───── Records for the exercise

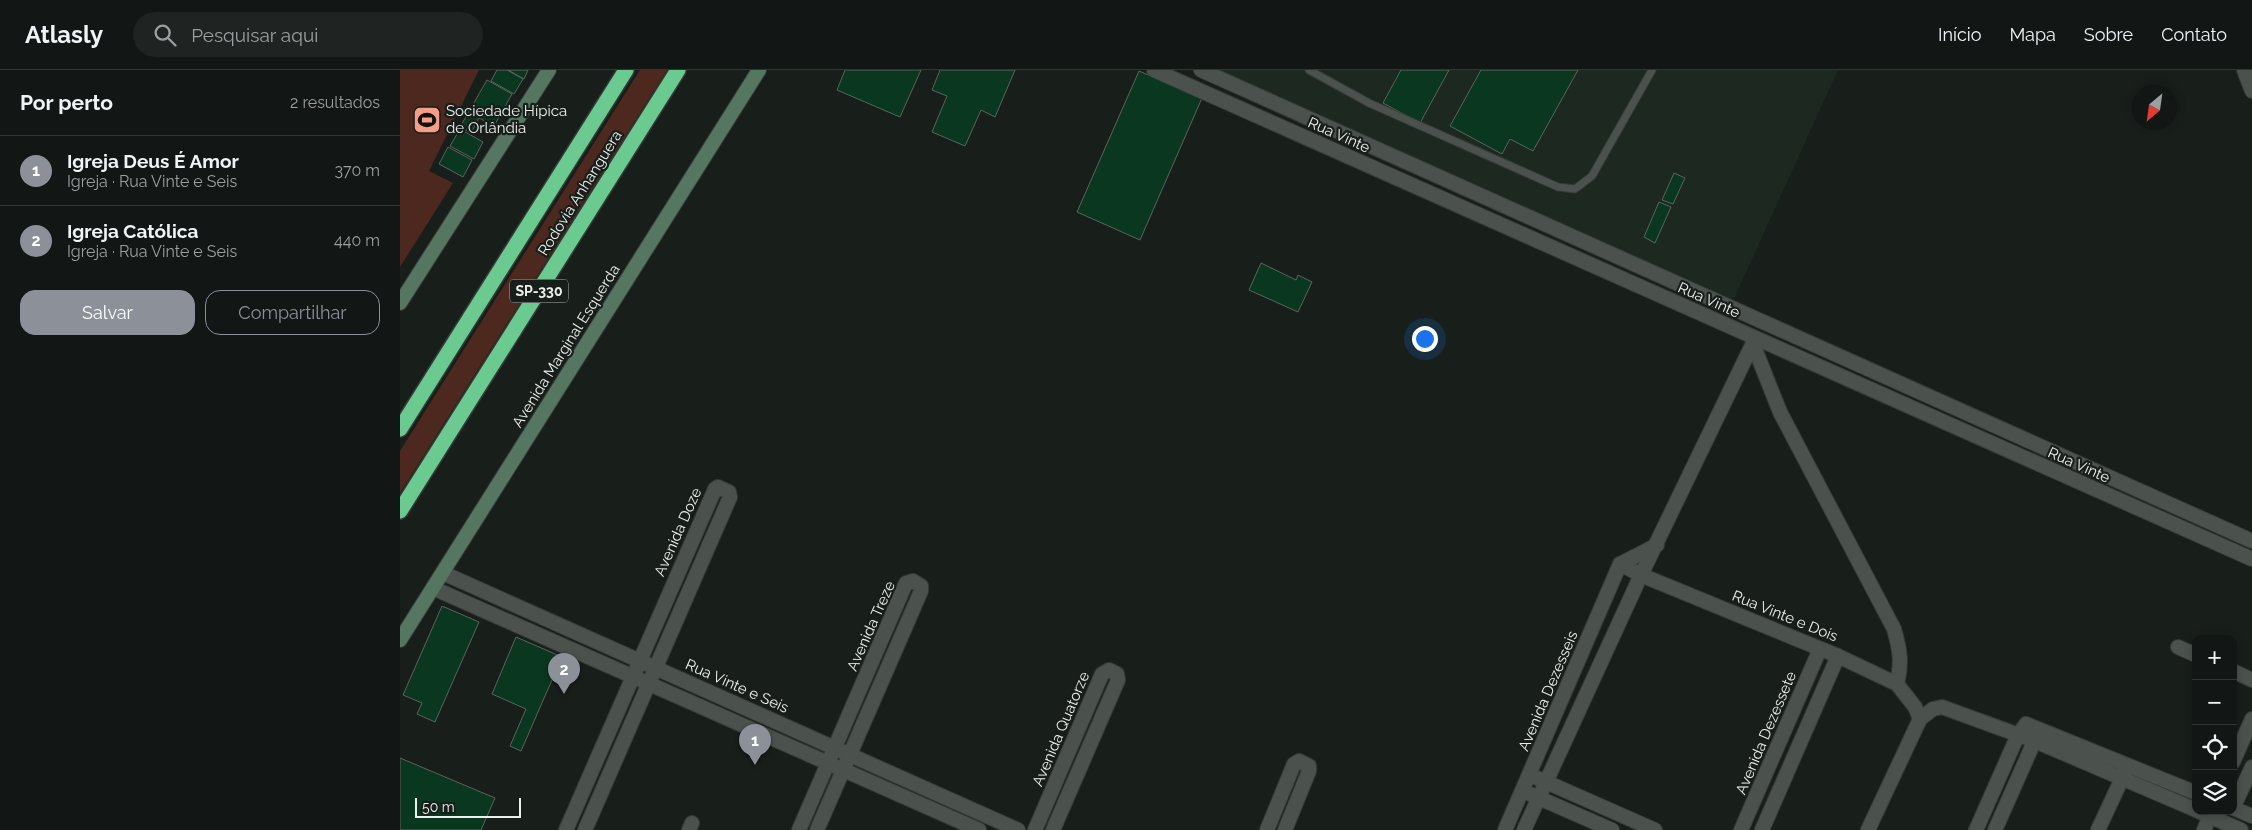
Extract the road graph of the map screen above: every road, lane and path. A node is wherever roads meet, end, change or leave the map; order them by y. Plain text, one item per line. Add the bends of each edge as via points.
1 (549, 70) edge
2 (626, 70) edge
3 (678, 70) edge
4 (759, 70) edge
5 (1154, 70) edge
6 (1201, 70) edge
7 (1309, 70) edge
8 (1652, 70) edge
9 (2244, 70) edge
10 (2252, 91) edge
11 (400, 303) edge
12 (1754, 341) junction
13 (400, 430) edge
14 (400, 512) edge
15 (2252, 540) edge
16 (1657, 545) junction
17 (690, 546) junction
18 (706, 553) junction
19 (2252, 559) edge
20 (1620, 564) junction
21 (442, 573) junction
22 (1641, 575) junction
23 (433, 588) junction
24 (400, 640) edge
25 (2178, 647) dead end
26 (1820, 649) junction
27 (2192, 653) edge
28 (1838, 656) junction
29 (640, 660) junction
30 (656, 667) junction
31 (2237, 673) edge
32 (632, 676) junction
33 (2252, 680) edge
34 (649, 684) junction
35 (1897, 684) junction
36 (702, 688) junction
37 (694, 703) junction
38 (1920, 719) junction
39 (2252, 719) edge
40 (2022, 730) junction
41 (2037, 735) junction
42 (836, 748) junction
43 (2237, 753) edge
44 (850, 755) junction
45 (828, 764) junction
46 (1063, 765) junction
47 (2128, 765) junction
48 (2252, 767) edge
49 (843, 771) junction
50 (1079, 771) junction
51 (1529, 774) junction
52 (2122, 778) junction
53 (1545, 782) junction
54 (1522, 790) junction
55 (2192, 791) edge
56 (1538, 798) junction
57 (2192, 807) edge
58 (2204, 815) edge
59 (2229, 816) edge
60 (2252, 816) edge
61 (566, 830) edge
62 (586, 830) edge
63 (799, 830) edge
64 (817, 830) edge
65 (979, 830) edge
66 (1018, 830) edge
67 (1036, 830) edge
68 (1053, 830) edge
69 (1267, 830) edge
70 (1285, 830) edge
71 (1505, 830) edge
72 (1524, 830) edge
73 (1612, 830) edge
74 (1655, 830) edge
75 (1741, 830) edge
76 (1762, 830) edge
77 (1868, 830) edge
78 (1976, 830) edge
79 (1994, 830) edge
80 (2098, 830) edge
81 (2204, 830) edge
82 (2241, 830) edge

1 - 11 main road
2 - 13 highway, Rodovia Anhanguera / SP-330
3 - 14 highway, Rodovia Anhanguera / SP-330
4 - 21 main road, Avenida Marginal Esquerda
5 - 12 street, Rua Vinte
6 - 15 street, Rua Vinte
7 - 8 lane via 1369,103 1558,187 1575,189 1592,176
9 - 10 street
12 - 16 street
12 - 19 street, Rua Vinte
12 - 35 street via 1780,412 1894,629 1901,667
16 - 20 street
16 - 22 street
17 - 18 street
17 - 18 street, Avenida Doze via 715,489 724,488 730,497
17 - 29 street, Avenida Doze
18 - 30 street, Avenida Doze
20 - 22 street, Rua Vinte e Dois
20 - 51 street, Avenida Dezesseis
21 - 23 main road, Avenida Marginal Esquerda
21 - 29 street, Rua Vinte e Seis
22 - 26 street, Rua Vinte e Dois
22 - 53 street
23 - 24 main road, Avenida Marginal Esquerda
23 - 32 street
25 - 27 street
26 - 28 street, Rua Vinte e Dois
26 - 75 street, Avenida Dezessete
28 - 35 street, Rua Vinte e Dois
28 - 76 street
29 - 30 street, Rua Vinte e Seis
29 - 32 street, Avenida Doze
30 - 34 street, Avenida Doze
30 - 36 street, Rua Vinte e Seis
31 - 33 street
32 - 34 street
32 - 61 street, Avenida Doze
34 - 37 street
34 - 62 street, Avenida Doze
35 - 38 street, Rua Vinte e Dois
36 - 37 street
36 - 42 street, Rua Vinte e Seis
37 - 45 street
38 - 40 street via 1933,709 1942,707
38 - 77 street
39 - 43 street
40 - 41 street
40 - 78 street
41 - 47 street
41 - 52 street
41 - 79 street
42 - 44 street, Rua Vinte e Seis
42 - 44 street, Avenida Treze via 906,583 913,581 921,586 921,591
42 - 45 street, Avenida Treze
44 - 49 street, Avenida Treze
44 - 66 street, Rua Vinte e Seis
45 - 49 street
45 - 63 street, Avenida Treze
46 - 50 street
46 - 50 street, Avenida Quatorze via 1102,674 1109,670 1117,674 1118,680
46 - 67 street, Avenida Quatorze
47 - 52 street
47 - 55 street
48 - 59 street
49 - 64 street, Avenida Treze
49 - 65 street
50 - 68 street, Avenida Quatorze
51 - 53 street
51 - 54 street, Avenida Dezesseis
52 - 57 street
52 - 80 street
53 - 56 street
53 - 74 street
54 - 56 street
54 - 71 street, Avenida Dezesseis
56 - 72 street
56 - 73 street
58 - 81 street
59 - 60 street
59 - 82 street
69 - 70 street via 1294,764 1299,761 1309,766 1309,771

──────────

Exercise prompt ▸
Go through the material above and print all of it exactly, except the pictures.

Answer box ▸
Extract the road graph of the map screen above: every road, lane and path. A node is wherever roads meet, end, change or leave the map; order them by y. Plain text, one item per line. Add the bends of each edge as via points.
1 (549, 70) edge
2 (626, 70) edge
3 (678, 70) edge
4 (759, 70) edge
5 (1154, 70) edge
6 (1201, 70) edge
7 (1309, 70) edge
8 (1652, 70) edge
9 (2244, 70) edge
10 (2252, 91) edge
11 (400, 303) edge
12 (1754, 341) junction
13 (400, 430) edge
14 (400, 512) edge
15 (2252, 540) edge
16 (1657, 545) junction
17 (690, 546) junction
18 (706, 553) junction
19 (2252, 559) edge
20 (1620, 564) junction
21 (442, 573) junction
22 (1641, 575) junction
23 (433, 588) junction
24 (400, 640) edge
25 (2178, 647) dead end
26 (1820, 649) junction
27 (2192, 653) edge
28 (1838, 656) junction
29 (640, 660) junction
30 (656, 667) junction
31 (2237, 673) edge
32 (632, 676) junction
33 (2252, 680) edge
34 (649, 684) junction
35 (1897, 684) junction
36 (702, 688) junction
37 (694, 703) junction
38 (1920, 719) junction
39 (2252, 719) edge
40 (2022, 730) junction
41 (2037, 735) junction
42 (836, 748) junction
43 (2237, 753) edge
44 (850, 755) junction
45 (828, 764) junction
46 (1063, 765) junction
47 (2128, 765) junction
48 (2252, 767) edge
49 (843, 771) junction
50 (1079, 771) junction
51 (1529, 774) junction
52 (2122, 778) junction
53 (1545, 782) junction
54 (1522, 790) junction
55 (2192, 791) edge
56 (1538, 798) junction
57 (2192, 807) edge
58 (2204, 815) edge
59 (2229, 816) edge
60 (2252, 816) edge
61 (566, 830) edge
62 (586, 830) edge
63 (799, 830) edge
64 (817, 830) edge
65 (979, 830) edge
66 (1018, 830) edge
67 (1036, 830) edge
68 (1053, 830) edge
69 (1267, 830) edge
70 (1285, 830) edge
71 (1505, 830) edge
72 (1524, 830) edge
73 (1612, 830) edge
74 (1655, 830) edge
75 (1741, 830) edge
76 (1762, 830) edge
77 (1868, 830) edge
78 (1976, 830) edge
79 (1994, 830) edge
80 (2098, 830) edge
81 (2204, 830) edge
82 (2241, 830) edge

1 - 11 main road
2 - 13 highway, Rodovia Anhanguera / SP-330
3 - 14 highway, Rodovia Anhanguera / SP-330
4 - 21 main road, Avenida Marginal Esquerda
5 - 12 street, Rua Vinte
6 - 15 street, Rua Vinte
7 - 8 lane via 1369,103 1558,187 1575,189 1592,176
9 - 10 street
12 - 16 street
12 - 19 street, Rua Vinte
12 - 35 street via 1780,412 1894,629 1901,667
16 - 20 street
16 - 22 street
17 - 18 street
17 - 18 street, Avenida Doze via 715,489 724,488 730,497
17 - 29 street, Avenida Doze
18 - 30 street, Avenida Doze
20 - 22 street, Rua Vinte e Dois
20 - 51 street, Avenida Dezesseis
21 - 23 main road, Avenida Marginal Esquerda
21 - 29 street, Rua Vinte e Seis
22 - 26 street, Rua Vinte e Dois
22 - 53 street
23 - 24 main road, Avenida Marginal Esquerda
23 - 32 street
25 - 27 street
26 - 28 street, Rua Vinte e Dois
26 - 75 street, Avenida Dezessete
28 - 35 street, Rua Vinte e Dois
28 - 76 street
29 - 30 street, Rua Vinte e Seis
29 - 32 street, Avenida Doze
30 - 34 street, Avenida Doze
30 - 36 street, Rua Vinte e Seis
31 - 33 street
32 - 34 street
32 - 61 street, Avenida Doze
34 - 37 street
34 - 62 street, Avenida Doze
35 - 38 street, Rua Vinte e Dois
36 - 37 street
36 - 42 street, Rua Vinte e Seis
37 - 45 street
38 - 40 street via 1933,709 1942,707
38 - 77 street
39 - 43 street
40 - 41 street
40 - 78 street
41 - 47 street
41 - 52 street
41 - 79 street
42 - 44 street, Rua Vinte e Seis
42 - 44 street, Avenida Treze via 906,583 913,581 921,586 921,591
42 - 45 street, Avenida Treze
44 - 49 street, Avenida Treze
44 - 66 street, Rua Vinte e Seis
45 - 49 street
45 - 63 street, Avenida Treze
46 - 50 street
46 - 50 street, Avenida Quatorze via 1102,674 1109,670 1117,674 1118,680
46 - 67 street, Avenida Quatorze
47 - 52 street
47 - 55 street
48 - 59 street
49 - 64 street, Avenida Treze
49 - 65 street
50 - 68 street, Avenida Quatorze
51 - 53 street
51 - 54 street, Avenida Dezesseis
52 - 57 street
52 - 80 street
53 - 56 street
53 - 74 street
54 - 56 street
54 - 71 street, Avenida Dezesseis
56 - 72 street
56 - 73 street
58 - 81 street
59 - 60 street
59 - 82 street
69 - 70 street via 1294,764 1299,761 1309,766 1309,771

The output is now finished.